Le corollaire de ce principe est que nous valorisons souvent davantage ce que nous possédons que ce que nous pourrions posséder. « L’idée d’une perte potentielle joue un rôle important dans la prise de décision humaine. »
À mon avis, c’est un principe qui influence la plupart des investisseurs et qui explique probablement pourquoi il est si difficile de se départir d’un titre que nous possédons, surtout lorsque nous le détenons depuis longtemps. Combien d’entre nous ont tendance à « tomber en amour » avec les titres que nous possédons ?
L’engouement souvent observé pour les premières offres publiques d’achat (IPO) repose en grande partie sur la perception des investisseurs de l’effet de rareté – un effet que les banques d’investissement exploitent allègrement.

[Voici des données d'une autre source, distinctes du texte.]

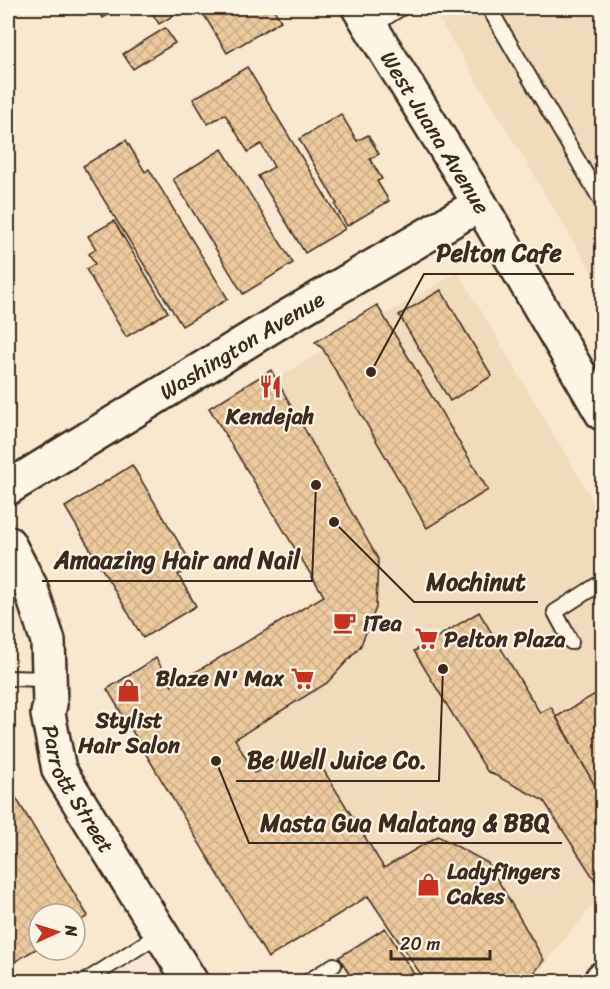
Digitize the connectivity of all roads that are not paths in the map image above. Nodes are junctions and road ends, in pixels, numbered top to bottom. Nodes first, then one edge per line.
1 (401, 8) edge
2 (489, 8) edge
3 (365, 17) edge
4 (603, 202) edge
5 (480, 204) junction
6 (601, 407) edge
7 (8, 488) edge
8 (8, 543) edge
9 (603, 582) edge
10 (571, 642) dead end
11 (8, 678) edge
12 (48, 679) junction
13 (161, 933) junction
14 (334, 965) dead end
15 (84, 981) edge
16 (191, 981) edge
17 (307, 981) edge

1 - 3 lane
2 - 4 lane
3 - 5 street, West Juana Avenue
5 - 6 street, West Juana Avenue
5 - 7 street, Washington Avenue
8 - 12 street, Parrott Street
9 - 10 lane
11 - 12 lane
12 - 13 street, Parrott Street
13 - 15 lane
13 - 16 street, Parrott Street
14 - 17 lane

Comme pour les autres principes, celui de la rareté représente un raccourci cognitif qui nous sert généralement bien dans la vie quotidienne. Ainsi, selon le docteur Cialdini : « Parce que nous savons que les choses difficiles à obtenir sont généralement de meilleure qualité que celles qui sont faciles à se procurer, nous utilisons souvent la disponibilité d’un objet pour évaluer rapidement — et souvent correctement — sa valeur. »

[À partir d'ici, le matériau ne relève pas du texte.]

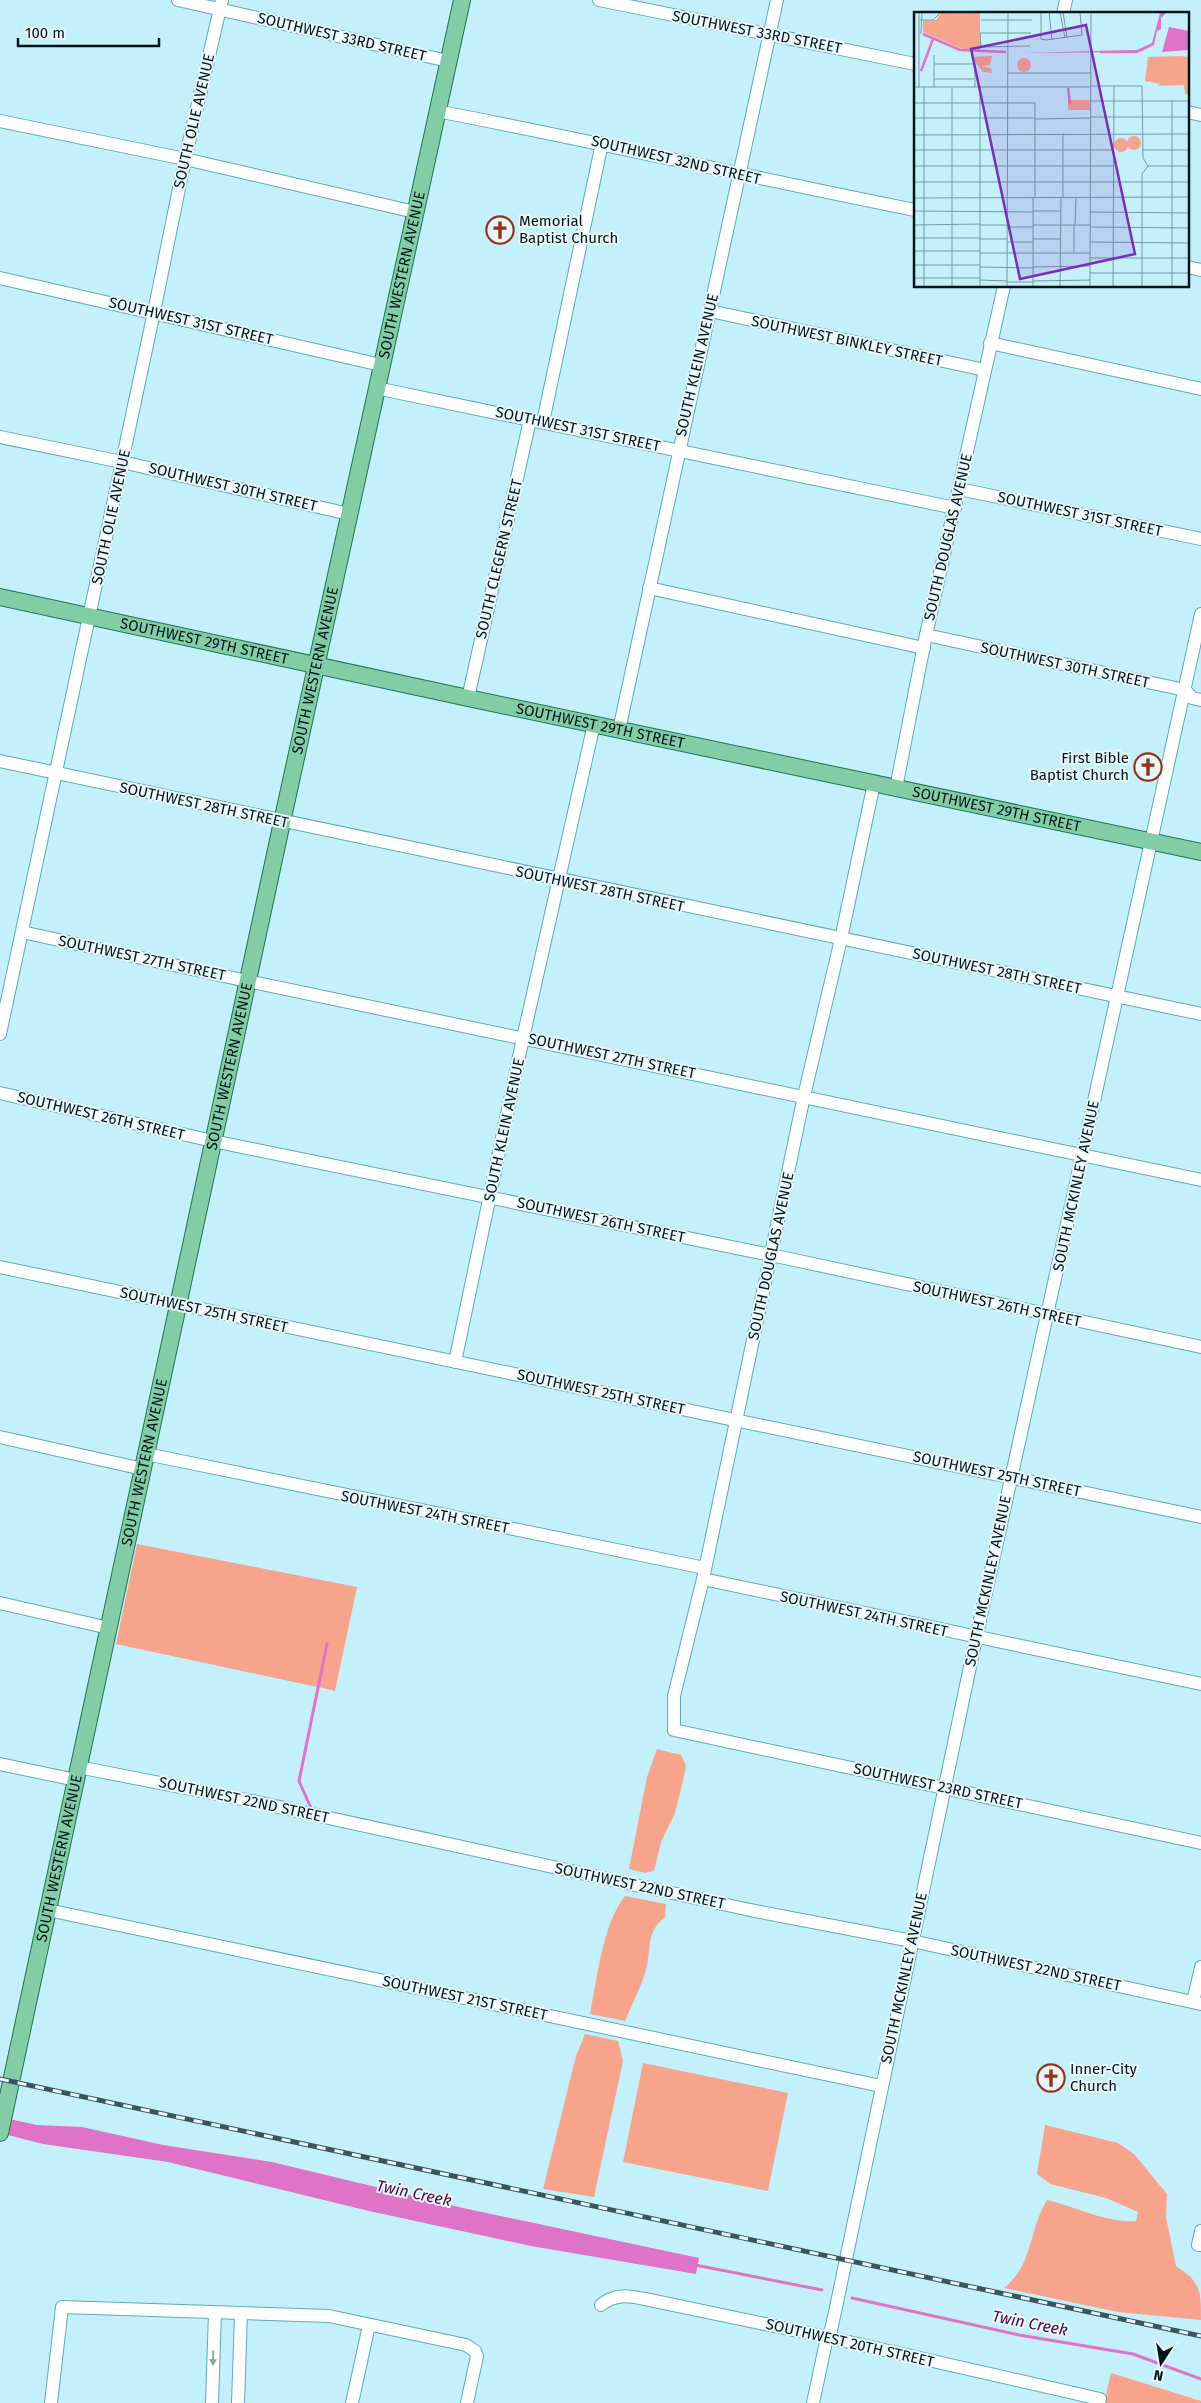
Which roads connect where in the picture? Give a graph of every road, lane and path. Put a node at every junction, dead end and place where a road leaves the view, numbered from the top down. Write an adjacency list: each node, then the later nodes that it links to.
1 (178, 0): 5 (street, SOUTHWEST 33RD STREET)
2 (462, 0): 7 (main road, SOUTH WESTERN AVENUE)
3 (599, 0): 6 (street, SOUTHWEST 33RD STREET)
4 (777, 0): 6 (street, SOUTH KLEIN AVENUE)
5 (221, 4): 7 (street, SOUTHWEST 33RD STREET); 14 (street, SOUTH OLIE AVENUE)
6 (769, 33): 8 (street, SOUTHWEST 33RD STREET); 15 (street, SOUTH KLEIN AVENUE)
7 (448, 61): 9 (main road, SOUTH WESTERN AVENUE)
8 (914, 64)
9 (437, 111): 13 (street, SOUTHWEST 32ND STREET); 17 (main road, SOUTH WESTERN AVENUE)
10 (1188, 112): 11 (street)
11 (1201, 115)
12 (0, 121): 14 (street)
13 (602, 143): 15 (street, SOUTHWEST 32ND STREET); 30 (street)
14 (184, 159): 17 (street); 23 (street, SOUTH OLIE AVENUE)
15 (739, 174): 16 (street, SOUTHWEST 32ND STREET); 22 (street, SOUTH KLEIN AVENUE)
16 (914, 210)
17 (415, 212): 25 (main road, SOUTH WESTERN AVENUE)
18 (1188, 267): 19 (street)
19 (1201, 270)
20 (0, 278): 23 (street, SOUTHWEST 31ST STREET)
21 (1004, 288): 24 (street, SOUTH DOUGLAS AVENUE)
22 (710, 311): 26 (street, SOUTHWEST BINKLEY STREET); 32 (street, SOUTH KLEIN AVENUE)
23 (154, 312): 25 (street, SOUTHWEST 31ST STREET); 33 (street, SOUTH OLIE AVENUE)
24 (990, 343): 26 (street, SOUTH DOUGLAS AVENUE); 28 (street)
25 (381, 365): 27 (main road, SOUTH WESTERN AVENUE)
26 (985, 370): 34 (street, SOUTH DOUGLAS AVENUE)
27 (376, 388): 29 (street, SOUTHWEST 31ST STREET); 36 (main road, SOUTH WESTERN AVENUE)
28 (1201, 389)
29 (530, 420): 30 (street, SOUTHWEST 31ST STREET); 45 (street, SOUTH CLEGERN STREET)
30 (543, 422): 32 (street, SOUTHWEST 31ST STREET)
31 (0, 437): 33 (street, SOUTHWEST 30TH STREET)
32 (678, 450): 35 (street, SOUTHWEST 31ST STREET); 38 (street, SOUTH KLEIN AVENUE)
33 (122, 462): 36 (street, SOUTHWEST 30TH STREET); 41 (street, SOUTH OLIE AVENUE)
34 (959, 489): 35 (street, SOUTH DOUGLAS AVENUE); 37 (street, SOUTHWEST 31ST STREET)
35 (956, 508): 42 (street, SOUTH DOUGLAS AVENUE)
36 (349, 514): 43 (main road, SOUTH WESTERN AVENUE)
37 (1201, 539)
38 (649, 588): 42 (street, SOUTHWEST 30TH STREET); 48 (street, SOUTH KLEIN AVENUE)
39 (0, 597): 41 (main road, SOUTHWEST 29TH STREET)
40 (1201, 614): 44 (street, SOUTH MCKINLEY AVENUE)
41 (90, 617): 43 (main road, SOUTHWEST 29TH STREET); 50 (street, SOUTH OLIE AVENUE)
42 (925, 642): 44 (street, SOUTHWEST 30TH STREET); 52 (street, SOUTH DOUGLAS AVENUE)
43 (316, 666): 45 (main road, SOUTHWEST 29TH STREET); 53 (main road, SOUTH WESTERN AVENUE)
44 (1185, 690): 46 (street, SOUTHWEST 30TH STREET); 54 (street, SOUTH MCKINLEY AVENUE)
45 (468, 698): 47 (main road, SOUTHWEST 29TH STREET)
46 (1201, 700)
47 (594, 724): 48 (main road, SOUTHWEST 29TH STREET); 56 (street, SOUTH KLEIN AVENUE)
48 (619, 730): 51 (main road, SOUTHWEST 29TH STREET)
49 (0, 761): 50 (street, SOUTHWEST 28TH STREET)
50 (56, 774): 53 (street, SOUTHWEST 28TH STREET); 57 (street, SOUTH OLIE AVENUE)
51 (874, 783): 52 (main road, SOUTHWEST 29TH STREET); 58 (street, SOUTH DOUGLAS AVENUE)
52 (896, 788): 54 (main road, SOUTHWEST 29TH STREET)
53 (282, 822): 56 (street, SOUTHWEST 28TH STREET); 59 (main road, SOUTH WESTERN AVENUE)
54 (1152, 842): 55 (main road, SOUTHWEST 29TH STREET); 60 (street, SOUTH MCKINLEY AVENUE)
55 (1201, 852)
56 (560, 880): 58 (street, SOUTHWEST 28TH STREET); 63 (street, SOUTH KLEIN AVENUE)
57 (22, 932): 59 (street, SOUTHWEST 27TH STREET); 62 (street, SOUTH OLIE AVENUE)
58 (841, 939): 60 (street, SOUTHWEST 28TH STREET); 65 (street, SOUTH DOUGLAS AVENUE)
59 (247, 981): 63 (street, SOUTHWEST 27TH STREET); 66 (main road, SOUTH WESTERN AVENUE)
60 (1116, 996): 61 (street, SOUTHWEST 28TH STREET); 67 (street, SOUTH MCKINLEY AVENUE)
61 (1201, 1014)
62 (0, 1034)
63 (523, 1038): 65 (street, SOUTHWEST 27TH STREET); 69 (street, SOUTH KLEIN AVENUE)
64 (0, 1093): 66 (street, SOUTHWEST 26TH STREET)
65 (804, 1096): 67 (street, SOUTHWEST 27TH STREET); 70 (street, SOUTH DOUGLAS AVENUE)
66 (213, 1140): 69 (street, SOUTHWEST 26TH STREET); 72 (main road, SOUTH WESTERN AVENUE)
67 (1082, 1155): 68 (street, SOUTHWEST 27TH STREET); 73 (street, SOUTH MCKINLEY AVENUE)
68 (1201, 1180)
69 (490, 1197): 70 (street, SOUTHWEST 26TH STREET); 75 (street, SOUTH KLEIN AVENUE)
70 (771, 1255): 73 (street, SOUTHWEST 26TH STREET); 76 (street, SOUTH DOUGLAS AVENUE)
71 (0, 1267): 72 (street, SOUTHWEST 25TH STREET)
72 (178, 1305): 75 (street, SOUTHWEST 25TH STREET); 78 (main road, SOUTH WESTERN AVENUE)
73 (1048, 1315): 74 (street, SOUTHWEST 26TH STREET); 79 (street, SOUTH MCKINLEY AVENUE)
74 (1201, 1347)
75 (455, 1362): 76 (street, SOUTHWEST 25TH STREET)
76 (737, 1420): 79 (street, SOUTHWEST 25TH STREET); 81 (street, SOUTH DOUGLAS AVENUE)
77 (0, 1437): 78 (street, SOUTHWEST 24TH STREET)
78 (145, 1461): 81 (street, SOUTHWEST 24TH STREET); 83 (main road, SOUTH WESTERN AVENUE)
79 (1011, 1477): 80 (street, SOUTHWEST 25TH STREET); 84 (street, SOUTH MCKINLEY AVENUE)
80 (1201, 1517)
81 (704, 1573): 84 (street, SOUTHWEST 24TH STREET); 86 (street, SOUTH DOUGLAS AVENUE)
82 (0, 1603): 83 (street)
83 (109, 1628): 88 (main road, SOUTH WESTERN AVENUE)
84 (976, 1638): 85 (street, SOUTHWEST 24TH STREET); 89 (street, SOUTH MCKINLEY AVENUE)
85 (1201, 1684)
86 (674, 1730): 89 (street, SOUTHWEST 23RD STREET)
87 (0, 1764): 88 (street, SOUTHWEST 22ND STREET)
88 (77, 1774): 91 (main road, SOUTH WESTERN AVENUE); 92 (street, SOUTHWEST 22ND STREET)
89 (945, 1787): 90 (street, SOUTHWEST 23RD STREET); 92 (street, SOUTH MCKINLEY AVENUE)
90 (1201, 1842)
91 (48, 1910): 95 (street, SOUTHWEST 21ST STREET); 96 (main road, SOUTH WESTERN AVENUE)
92 (912, 1941): 94 (street, SOUTHWEST 22ND STREET); 95 (street, SOUTH MCKINLEY AVENUE)
93 (1201, 1967): 94 (street)
94 (1197, 2003)
95 (882, 2086): 103 (street, SOUTH MCKINLEY AVENUE)
96 (0, 2133)
97 (1201, 2231): 98 (street)
98 (1199, 2245)
99 (601, 2305): 103 (street, SOUTHWEST 20TH STREET)
100 (215, 2312): 101 (street); 105 (street); 106 (street, one-way to 106)
101 (241, 2313): 102 (street); 107 (street)
102 (369, 2325): 108 (street); 109 (street)
103 (827, 2337): 104 (street, SOUTHWEST 20TH STREET); 110 (street, SOUTH MCKINLEY AVENUE)
104 (1100, 2401)
105 (51, 2403)
106 (212, 2403)
107 (238, 2403)
108 (352, 2403)
109 (467, 2403)
110 (813, 2403)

Cependant, comme pour les autres principes (ou raccourcis), le principe de la rareté ne nous sert pas toujours bien, au contraire. Il faut se rappeler que nous avons tendance à convoiter ce qui nous semble rare et difficile à acquérir, au-delà de sa valeur intrinsèque. Ce n’est pas pour rien que les publicités pour des produits mentionnent généralement que leur quantité est limitée ou que l’aubaine prendra fin dans deux jours.
Les dirigeants d’entreprises participent à des enchères pour l’acquisition d’une société doivent garder à l’esprit le principe de rareté, sinon ils risquent de perdre la raison et de payer une prime importante pour un actif qui leur paraît unique (« une telle occasion ne se représentera pas »).
Il faut toutefois se rappeler qu’un objet rare n’est pas nécessairement meilleur en raison de sa rareté. Il est essentiel d’évaluer les objets (et les titres boursiers) en fonction de leurs caractéristiques intrinsèques et en les comparant aux alternatives qui s’offrent à nous.
C’est pourquoi, chez COTE 100, nous comparons toujours un titre boursier que nous convoitons pour investissement avec ceux d’entreprises comparables avant de prendre une décision d’investissement.